Ce sont finalement les champions d'Europe qui se sont imposés 1-0 grâce à un but de Mikel Merino dans le temps additionnel.
Ronaldo, lui, a eu trop peu de munitions pour s'illustrer. Et à voir son regard embué sur la pelouse une fois le match fini, puis son retour dans le vestiaire en traînant un corps marqué par les efforts, presque isolé de ses coéquipiers, une émotion particulière au parfum d'adieu transpirait de la légende portugaise.
"La vérité, c'est que c'était ma dernière Coupe du monde mais pour le reste, j'aurai le temps d'y réfléchir, d'être avec ma famille, de ne pas prendre de décisions à chaud et je vais continuer ma vie", a déclaré le capitaine portugais.
La Roja de son côté n'a pas exulté après cette étape franchie, qu'elle savait difficile. Sans impressionner, mais sans trembler non plus, elle avance.
. La Belgique met fin à la blague
Lundi également, la Belgique a très nettement dominé les Etats-Unis (4-1), malgré la présence de Folarin Balogun sur le terrain après deux jours d'intense polémique.
La déception est immense pour Team USA, qui avait réussi à créer un engouement populaire au pays du soccer encore loin d'être roi, jusqu'à cette fin brutale qui l'a ramenée à la réalité d'une compétition encore bien trop relevée pour elle.
S'il n'a pas marqué, Balogun a été à l'origine du seul but de son équipe en obtenant un coup franc, que Malik Tillman a marqué avec l'aide du mur belge, pour une éphémère égalisation (31e).
Mais si la qualification de la Belgique a mis un terme sportif à l'affaire Balogun, le scandale restera dans les annales de la Coupe du monde.
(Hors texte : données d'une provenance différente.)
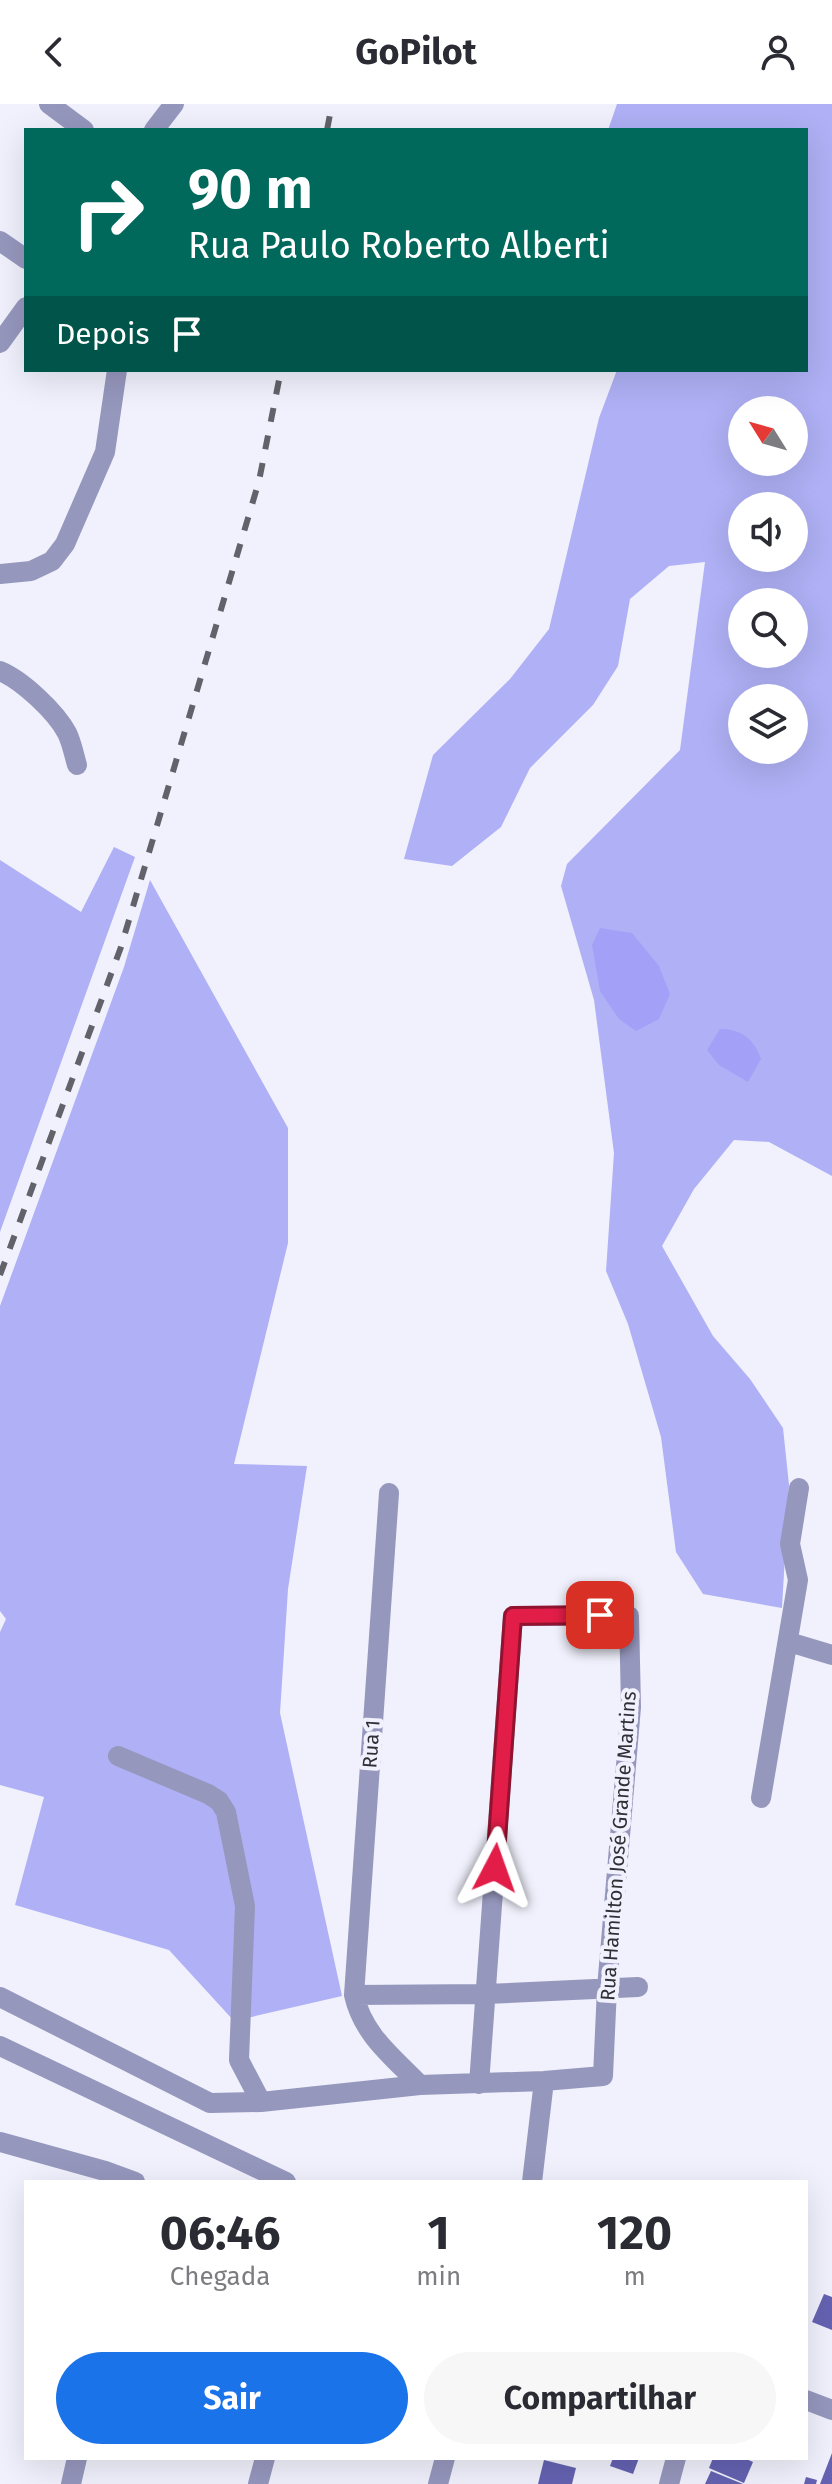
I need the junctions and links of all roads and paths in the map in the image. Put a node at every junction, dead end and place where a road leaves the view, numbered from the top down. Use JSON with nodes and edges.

Au lendemain de la retentissante et inédite décision de la Fifa de lever la suspension de Balogun, Donald Trump a en effet confirmé qu'il était intervenu auprès de Gianni Infantino, pour faire en sorte de réexaminer la sanction qu'il trouvait "injuste".
Le président de la Fifa s'est défendu d'être intervenu auprès des instances disciplinaires: "J'ai expliqué (au président américain) qu'une procédure juridique était en cours impliquant les instances judiciaires indépendantes de la Fifa et que l'affaire serait tranchée en temps voulu par les organes compétents", a-t-il plaidé sur X.
Fait rarissime en pleine compétition, les réactions outrées ont même gagné le monde politique en Belgique, en Allemagne et en France.